Key limitations you should know
- Body frame size is ignored. A person with a large skeletal frame will naturally weigh more than someone with a small frame at the same height.
- Muscle mass is not accounted for. Athletes and physically active individuals often exceed formula estimates while being in excellent health.
- Ethnicity and age are not considered. Asian populations may have higher health risks at lower BMIs, while elderly adults may benefit from slightly higher BMIs.
- All four formulas become unreliable below 152 cm (5 feet), returning only their base values.
- These are population-level estimates derived from insurance data and drug trials, not individual health assessments.
Beyond the number: body composition matters more
Research increasingly shows that body composition — the ratio of fat mass to lean mass — is a far better predictor of metabolic health than weight alone.

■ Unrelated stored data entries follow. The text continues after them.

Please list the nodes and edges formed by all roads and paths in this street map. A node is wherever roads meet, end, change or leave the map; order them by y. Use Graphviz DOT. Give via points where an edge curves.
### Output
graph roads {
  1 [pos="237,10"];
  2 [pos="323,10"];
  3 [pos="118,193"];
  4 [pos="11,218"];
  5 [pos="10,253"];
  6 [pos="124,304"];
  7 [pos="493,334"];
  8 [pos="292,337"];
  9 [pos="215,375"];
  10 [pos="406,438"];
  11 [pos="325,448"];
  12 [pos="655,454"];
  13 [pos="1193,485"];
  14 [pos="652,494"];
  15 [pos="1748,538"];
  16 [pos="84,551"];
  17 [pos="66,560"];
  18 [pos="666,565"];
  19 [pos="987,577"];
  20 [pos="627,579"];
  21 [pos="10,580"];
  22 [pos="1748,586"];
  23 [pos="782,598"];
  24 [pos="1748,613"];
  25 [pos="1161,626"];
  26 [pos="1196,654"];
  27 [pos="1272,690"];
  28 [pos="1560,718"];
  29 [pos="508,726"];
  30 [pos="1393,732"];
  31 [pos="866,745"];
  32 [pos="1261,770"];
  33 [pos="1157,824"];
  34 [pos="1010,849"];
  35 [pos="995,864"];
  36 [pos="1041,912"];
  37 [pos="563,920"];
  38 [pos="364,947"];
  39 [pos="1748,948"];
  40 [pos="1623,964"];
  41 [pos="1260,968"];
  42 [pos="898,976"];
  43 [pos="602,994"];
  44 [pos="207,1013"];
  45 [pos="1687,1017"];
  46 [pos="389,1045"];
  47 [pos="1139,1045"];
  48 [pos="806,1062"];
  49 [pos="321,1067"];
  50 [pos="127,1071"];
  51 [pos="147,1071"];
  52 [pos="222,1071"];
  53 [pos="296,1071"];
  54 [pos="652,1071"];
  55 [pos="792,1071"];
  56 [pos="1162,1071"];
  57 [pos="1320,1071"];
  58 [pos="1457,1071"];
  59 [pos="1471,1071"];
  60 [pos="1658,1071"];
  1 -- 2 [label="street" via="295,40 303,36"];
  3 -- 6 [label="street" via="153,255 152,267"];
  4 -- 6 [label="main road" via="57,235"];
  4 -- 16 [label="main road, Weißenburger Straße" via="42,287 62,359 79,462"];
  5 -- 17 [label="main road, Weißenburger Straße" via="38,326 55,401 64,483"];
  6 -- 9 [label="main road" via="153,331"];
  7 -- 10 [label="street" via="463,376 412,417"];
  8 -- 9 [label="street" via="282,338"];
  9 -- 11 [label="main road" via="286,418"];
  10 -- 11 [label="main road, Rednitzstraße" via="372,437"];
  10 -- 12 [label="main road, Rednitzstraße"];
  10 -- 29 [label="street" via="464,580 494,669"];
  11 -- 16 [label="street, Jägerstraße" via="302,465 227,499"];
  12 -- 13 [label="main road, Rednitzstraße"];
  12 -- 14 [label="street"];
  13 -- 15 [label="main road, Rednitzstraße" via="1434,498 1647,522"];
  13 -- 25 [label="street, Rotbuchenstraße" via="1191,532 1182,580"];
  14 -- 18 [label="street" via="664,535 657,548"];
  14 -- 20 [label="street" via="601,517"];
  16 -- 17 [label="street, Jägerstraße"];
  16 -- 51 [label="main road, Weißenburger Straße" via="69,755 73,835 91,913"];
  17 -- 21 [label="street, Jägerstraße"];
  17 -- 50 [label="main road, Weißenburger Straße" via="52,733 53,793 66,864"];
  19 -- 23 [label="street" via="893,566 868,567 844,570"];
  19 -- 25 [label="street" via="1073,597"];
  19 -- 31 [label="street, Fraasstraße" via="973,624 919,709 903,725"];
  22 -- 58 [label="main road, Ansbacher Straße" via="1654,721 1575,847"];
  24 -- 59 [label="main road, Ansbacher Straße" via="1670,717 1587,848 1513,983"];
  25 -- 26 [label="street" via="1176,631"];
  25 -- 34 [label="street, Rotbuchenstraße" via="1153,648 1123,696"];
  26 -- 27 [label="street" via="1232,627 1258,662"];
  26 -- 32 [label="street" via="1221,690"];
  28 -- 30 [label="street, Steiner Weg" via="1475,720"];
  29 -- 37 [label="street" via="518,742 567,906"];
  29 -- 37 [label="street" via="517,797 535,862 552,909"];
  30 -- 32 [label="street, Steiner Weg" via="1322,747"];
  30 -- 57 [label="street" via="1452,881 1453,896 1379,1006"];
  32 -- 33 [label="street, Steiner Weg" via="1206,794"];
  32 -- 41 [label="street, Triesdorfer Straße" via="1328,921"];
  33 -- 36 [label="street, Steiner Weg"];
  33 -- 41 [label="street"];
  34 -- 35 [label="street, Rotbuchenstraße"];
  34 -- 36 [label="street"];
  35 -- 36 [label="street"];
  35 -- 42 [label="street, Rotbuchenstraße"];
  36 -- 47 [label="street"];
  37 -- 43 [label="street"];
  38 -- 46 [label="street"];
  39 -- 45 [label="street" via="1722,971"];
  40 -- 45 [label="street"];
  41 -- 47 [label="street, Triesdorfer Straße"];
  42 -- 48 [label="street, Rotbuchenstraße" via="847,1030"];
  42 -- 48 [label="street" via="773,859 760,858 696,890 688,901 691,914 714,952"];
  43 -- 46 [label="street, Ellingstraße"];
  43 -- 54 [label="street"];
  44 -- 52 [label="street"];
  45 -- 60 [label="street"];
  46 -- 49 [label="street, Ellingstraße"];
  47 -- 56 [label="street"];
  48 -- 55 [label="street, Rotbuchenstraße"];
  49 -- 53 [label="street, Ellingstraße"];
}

Two people at identical heights and weights can have dramatically different health profiles depending on how much of their weight is muscle versus adipose tissue. A 2017 review in Advances in Nutrition concluded that body composition measures are more important predictors of cardiometabolic risk than BMI or ideal weight calculations.
Methods like DEXA scans, bioelectrical impedance analysis, skinfold measurements, and even simple waist-to-hip ratio measurements provide far more actionable information than any height-based formula. If you are serious about understanding your health status, consider these tools as complements to — not replacements for — weight-based estimates.
How to use our calculator wisely
- Enter your height and sex to get results from all four formulas plus the WHO range.
- Look at the spread across formulas. A narrow range suggests the estimates are consistent for your height; a wide range means more individual factors should be considered.
- Compare with the WHO BMI range, which reflects epidemiological evidence rather than clinical dosing needs.
- If you are physically active or have significant muscle mass, expect your healthy weight to be above formula estimates.
- Use the optional current-weight comparison as a directional indicator, not a prescription. A few kilograms above or below the average is clinically meaningless.
- Consult a healthcare professional for personalized assessment, especially if you have metabolic conditions, are underweight, or are planning significant weight changes.
Important disclaimer
These formulas provide population-level estimates and should never be used as the sole basis for dietary, medical, or fitness decisions. Individual health depends on many factors beyond height and sex. Always consult a qualified healthcare provider for personalized advice.
Sources
- Devine BJ. Gentamicin therapy. Drug Intelligence & Clinical Pharmacy. 1974;8:650-5.
- Robinson JD, et al. Determination of ideal body weight for drug dosage calculations. Am J Hosp Pharm. 1983;40(6):1016-9.
- Pai MP, Paloucek FP. The origin of the ideal body weight equations. Ann Pharmacother. 2000;34(9):1066-9.
- WHO Expert Committee. Physical status: the use and interpretation of anthropometry. WHO Technical Report Series 854. 1995.
- Peterson CM, et al. Body composition measures are important predictors of health. Advances in Nutrition. 2017;8(S1):S73-S80.